» About this task: Check every line of the material below, and show those that contain "roads".

» Task input:

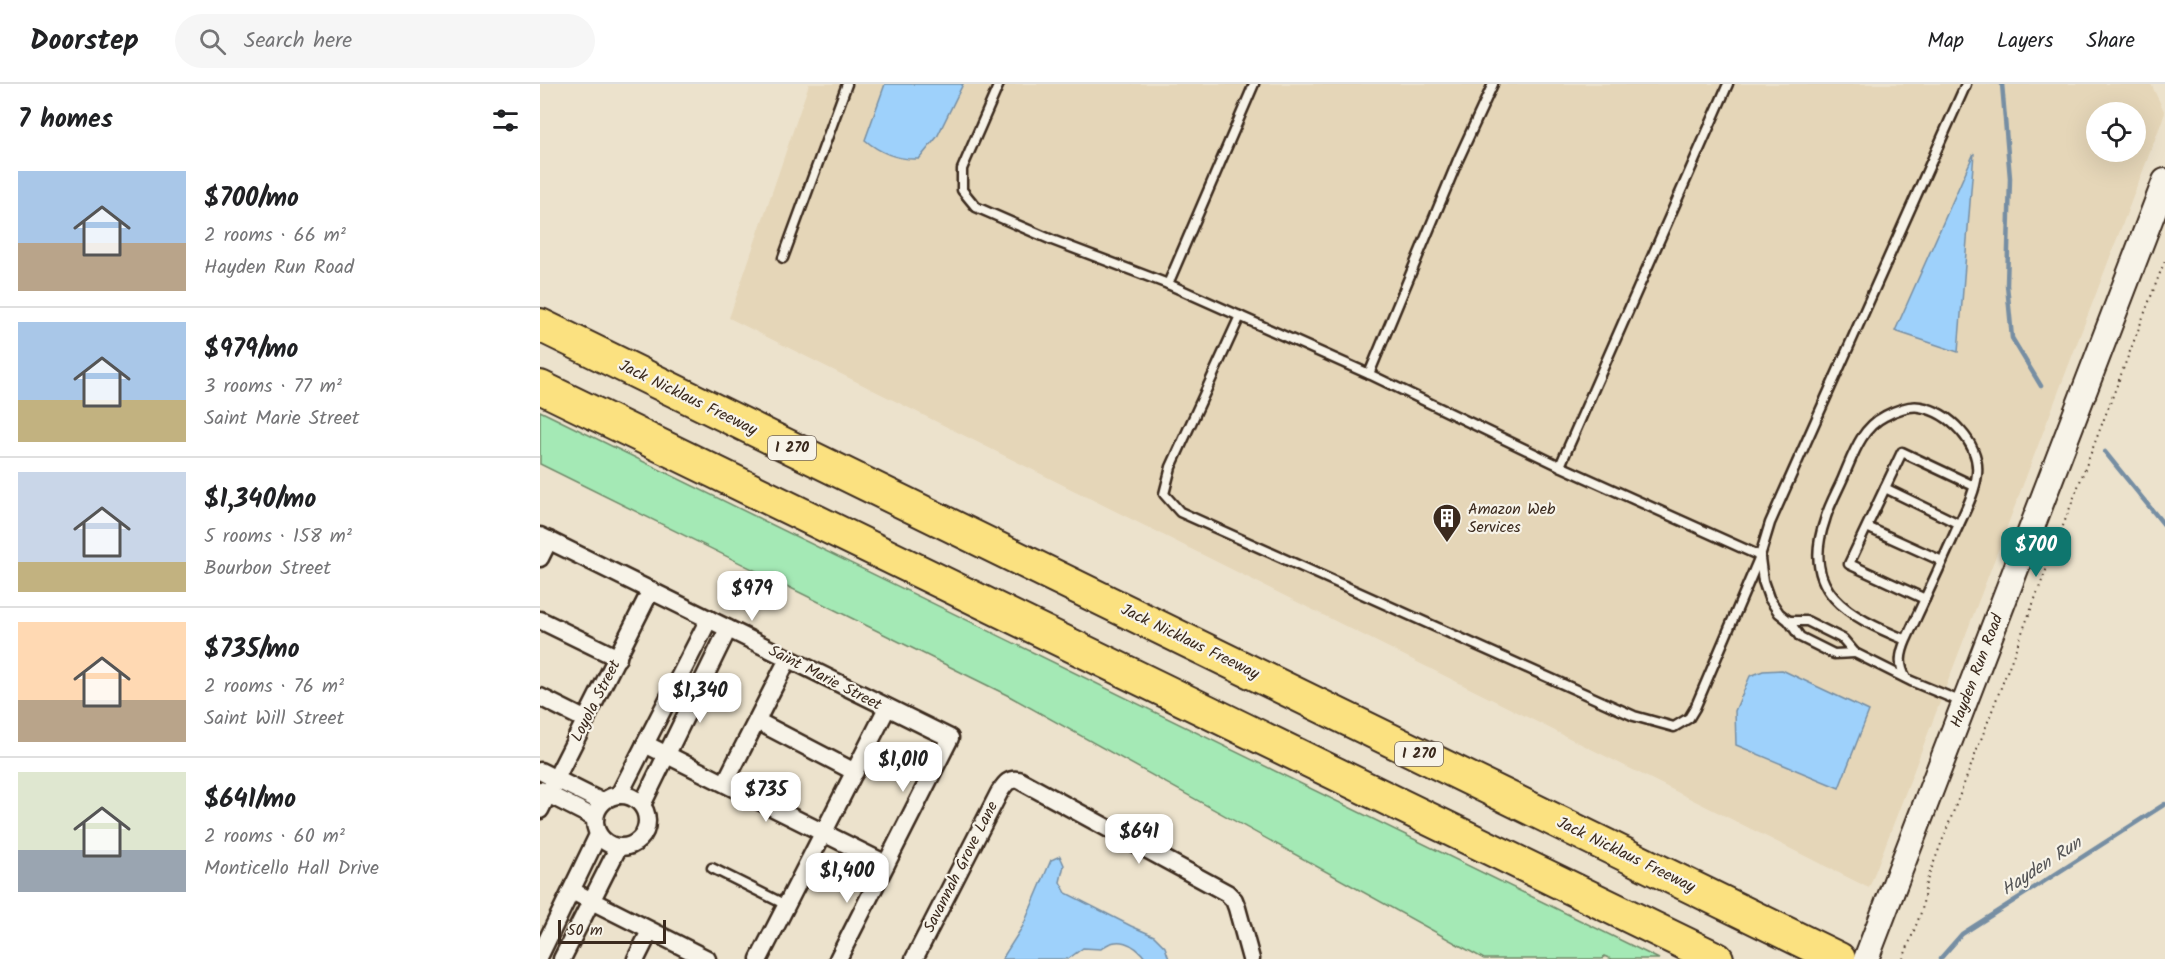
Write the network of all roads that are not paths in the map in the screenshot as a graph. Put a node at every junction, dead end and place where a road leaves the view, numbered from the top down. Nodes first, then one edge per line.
1 (847, 84) edge
2 (999, 84) edge
3 (1254, 84) edge
4 (1492, 84) edge
5 (1728, 84) edge
6 (1966, 84) edge
7 (2165, 181) edge
8 (783, 258) dead end
9 (1168, 284) junction
10 (1240, 316) junction
11 (540, 325) edge
12 (1369, 374) junction
13 (540, 387) edge
14 (1560, 466) junction
15 (1974, 486) junction
16 (1885, 488) junction
17 (1959, 524) junction
18 (1867, 527) junction
19 (544, 538) edge
20 (1760, 556) junction
21 (540, 558) edge
22 (1942, 561) junction
23 (651, 590) junction
24 (1925, 599) junction
25 (709, 619) junction
26 (540, 620) edge
27 (1789, 621) junction
28 (728, 629) junction
29 (1906, 640) junction
30 (1855, 653) junction
31 (618, 658) junction
32 (788, 659) junction
33 (1906, 678) junction
34 (540, 697) edge
35 (1965, 703) junction
36 (886, 708) junction
37 (586, 720) junction
38 (757, 721) junction
39 (645, 744) junction
40 (666, 754) junction
41 (540, 771) edge
42 (855, 772) junction
43 (725, 783) junction
44 (548, 788) edge
45 (619, 795) junction
46 (602, 802) junction
47 (642, 805) junction
48 (540, 810) edge
49 (595, 818) junction
50 (823, 832) junction
51 (598, 835) junction
52 (618, 848) junction
53 (886, 864) junction
54 (712, 868) dead end
55 (572, 891) junction
56 (591, 900) junction
57 (786, 905) junction
58 (650, 931) junction
59 (540, 955) edge
60 (562, 959) edge
61 (636, 959) edge
62 (707, 959) edge
63 (759, 959) edge
64 (838, 959) edge
65 (914, 959) edge
66 (1251, 959) edge
67 (1717, 959) edge
68 (1839, 959) edge
69 (1866, 959) edge

1 - 8 lane
2 - 9 lane
3 - 9 lane
4 - 12 lane
5 - 14 lane
6 - 20 lane
7 - 35 main road, Hayden Run Road
9 - 10 lane
10 - 12 lane
10 - 20 lane
11 - 68 highway, Jack Nicklaus Freeway / I 270
12 - 14 lane
13 - 67 highway
14 - 20 lane
15 - 16 lane
15 - 17 lane
15 - 29 lane
16 - 17 lane
16 - 18 lane
17 - 22 lane
18 - 22 lane
18 - 24 lane
19 - 21 street
19 - 23 street, Saint Marie Street
20 - 27 lane
22 - 24 lane
23 - 25 street, Saint Marie Street
23 - 31 street, Loyola Street
24 - 29 lane
25 - 28 street, Saint Marie Street
25 - 39 street
26 - 31 street
27 - 30 lane
27 - 30 lane
28 - 32 street, Saint Marie Street
28 - 40 street
29 - 33 lane
30 - 33 lane
31 - 37 street, Loyola Street
32 - 36 street, Saint Marie Street
32 - 38 street
33 - 35 lane
34 - 37 street
35 - 69 main road, Hayden Run Road
36 - 42 street
36 - 53 street, Saint Marie Street
37 - 44 street, Loyola Street
38 - 42 street
38 - 43 street
39 - 40 street
39 - 45 street
40 - 43 street
40 - 47 street
41 - 44 street
42 - 50 street
43 - 50 street
44 - 46 street
44 - 48 street, Loyola Street
44 - 49 street
45 - 46 street
45 - 47 street
46 - 49 street
47 - 52 street
49 - 51 street
50 - 53 street
50 - 57 street
51 - 52 street
51 - 55 street
52 - 56 street
53 - 64 street
54 - 57 lane
55 - 56 street
55 - 59 street
56 - 58 street
56 - 60 street
57 - 63 street
58 - 61 street
58 - 62 street
65 - 66 street, Savannah Grove Lane

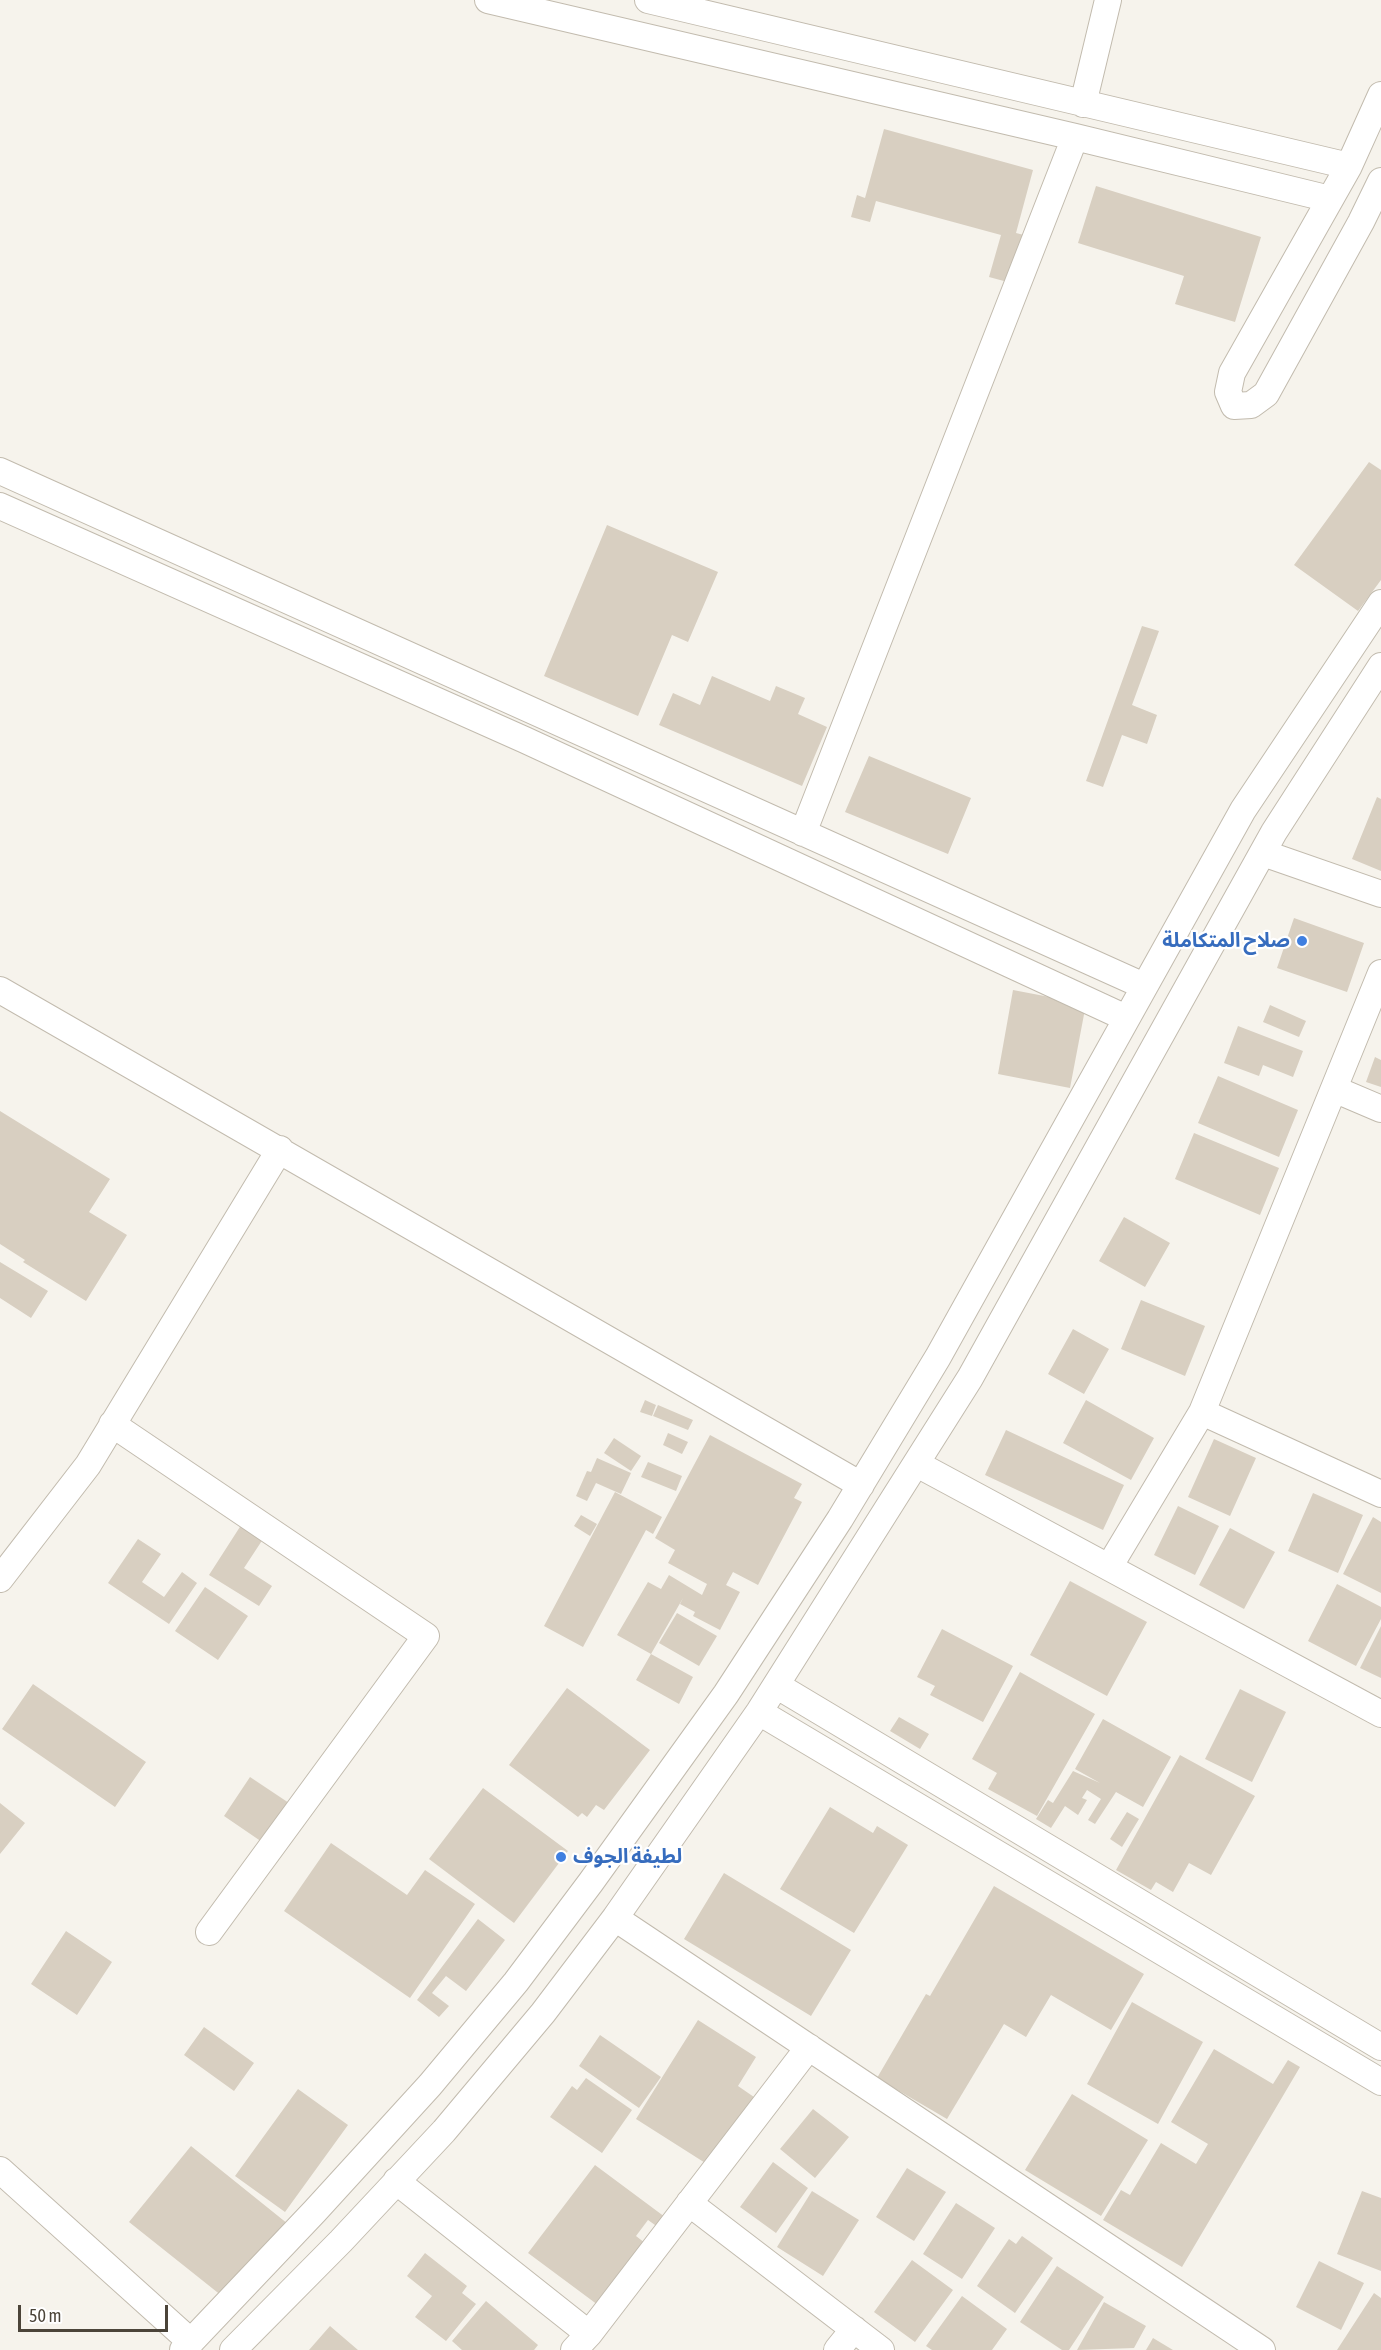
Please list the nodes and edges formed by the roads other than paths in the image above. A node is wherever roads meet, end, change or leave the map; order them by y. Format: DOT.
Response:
graph roads {
  1 [pos="488,0"];
  2 [pos="648,0"];
  3 [pos="1108,0"];
  4 [pos="1381,95"];
  5 [pos="1083,104"];
  6 [pos="1076,137"];
  7 [pos="1349,166"];
  8 [pos="1381,181"];
  9 [pos="1330,199"];
  10 [pos="0,471"];
  11 [pos="0,506"];
  12 [pos="1381,603"];
  13 [pos="1381,666"];
  14 [pos="1371,700"];
  15 [pos="803,833"];
  16 [pos="1263,853"];
  17 [pos="1381,894"];
  18 [pos="1381,973"];
  19 [pos="1144,986"];
  20 [pos="0,990"];
  21 [pos="1126,1018"];
  22 [pos="1334,1089"];
  23 [pos="1381,1109"];
  24 [pos="280,1149"];
  25 [pos="1202,1412"];
  26 [pos="112,1424"];
  27 [pos="917,1464"];
  28 [pos="861,1485"];
  29 [pos="1379,1486"];
  30 [pos="1109,1567"];
  31 [pos="0,1579"];
  32 [pos="776,1685"];
  33 [pos="759,1712"];
  34 [pos="1381,1714"];
  35 [pos="615,1918"];
  36 [pos="208,1932"];
  37 [pos="809,2047"];
  38 [pos="1381,2047"];
  39 [pos="1381,2082"];
  40 [pos="0,2170"];
  41 [pos="396,2181"];
  42 [pos="689,2203"];
  43 [pos="854,2329"];
  44 [pos="581,2342"];
  45 [pos="1231,2342"];
  46 [pos="187,2346"];
  47 [pos="233,2350"];
  48 [pos="837,2350"];
  49 [pos="881,2350"];
  50 [pos="1262,2350"];
  1 -- 6 [label="street"];
  2 -- 5 [label="street"];
  3 -- 5 [label="street"];
  4 -- 7 [label="street"];
  5 -- 7 [label="street"];
  6 -- 9 [label="street"];
  6 -- 15 [label="street"];
  7 -- 9 [label="street"];
  8 -- 9 [label="street"];
  10 -- 15 [label="street"];
  11 -- 21 [label="street"];
  12 -- 19 [label="street"];
  13 -- 14 [label="street"];
  14 -- 16 [label="street"];
  15 -- 19 [label="street"];
  16 -- 17 [label="street"];
  16 -- 27 [label="street"];
  18 -- 22 [label="street"];
  19 -- 21 [label="street"];
  20 -- 24 [label="street"];
  21 -- 28 [label="street"];
  22 -- 23 [label="street"];
  22 -- 25 [label="street"];
  24 -- 26 [label="street"];
  24 -- 28 [label="street"];
  25 -- 29 [label="street"];
  25 -- 30 [label="street"];
  26 -- 31 [label="street"];
  26 -- 36 [label="street"];
  27 -- 30 [label="street"];
  27 -- 32 [label="street"];
  28 -- 46 [label="street"];
  30 -- 34 [label="street"];
  32 -- 33 [label="street"];
  32 -- 38 [label="street"];
  33 -- 35 [label="street"];
  33 -- 39 [label="street"];
  35 -- 37 [label="street"];
  35 -- 41 [label="street"];
  37 -- 42 [label="street"];
  37 -- 45 [label="street"];
  40 -- 46 [label="street"];
  41 -- 44 [label="street"];
  41 -- 47 [label="street"];
  42 -- 43 [label="street"];
  42 -- 44 [label="street"];
  43 -- 48 [label="street"];
  43 -- 49 [label="street"];
  45 -- 50 [label="street"];
}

» Written solution:
Write the network of all roads that are not paths in the map in the screenshot as a graph. Put a node at every junction, dead end and place where a road leaves the view, numbered from the top down. Nodes first, then one edge per line.
Please list the nodes and edges formed by the roads other than paths in the image above. A node is wherever roads meet, end, change or leave the map; order them by y. Format: DOT.
graph roads {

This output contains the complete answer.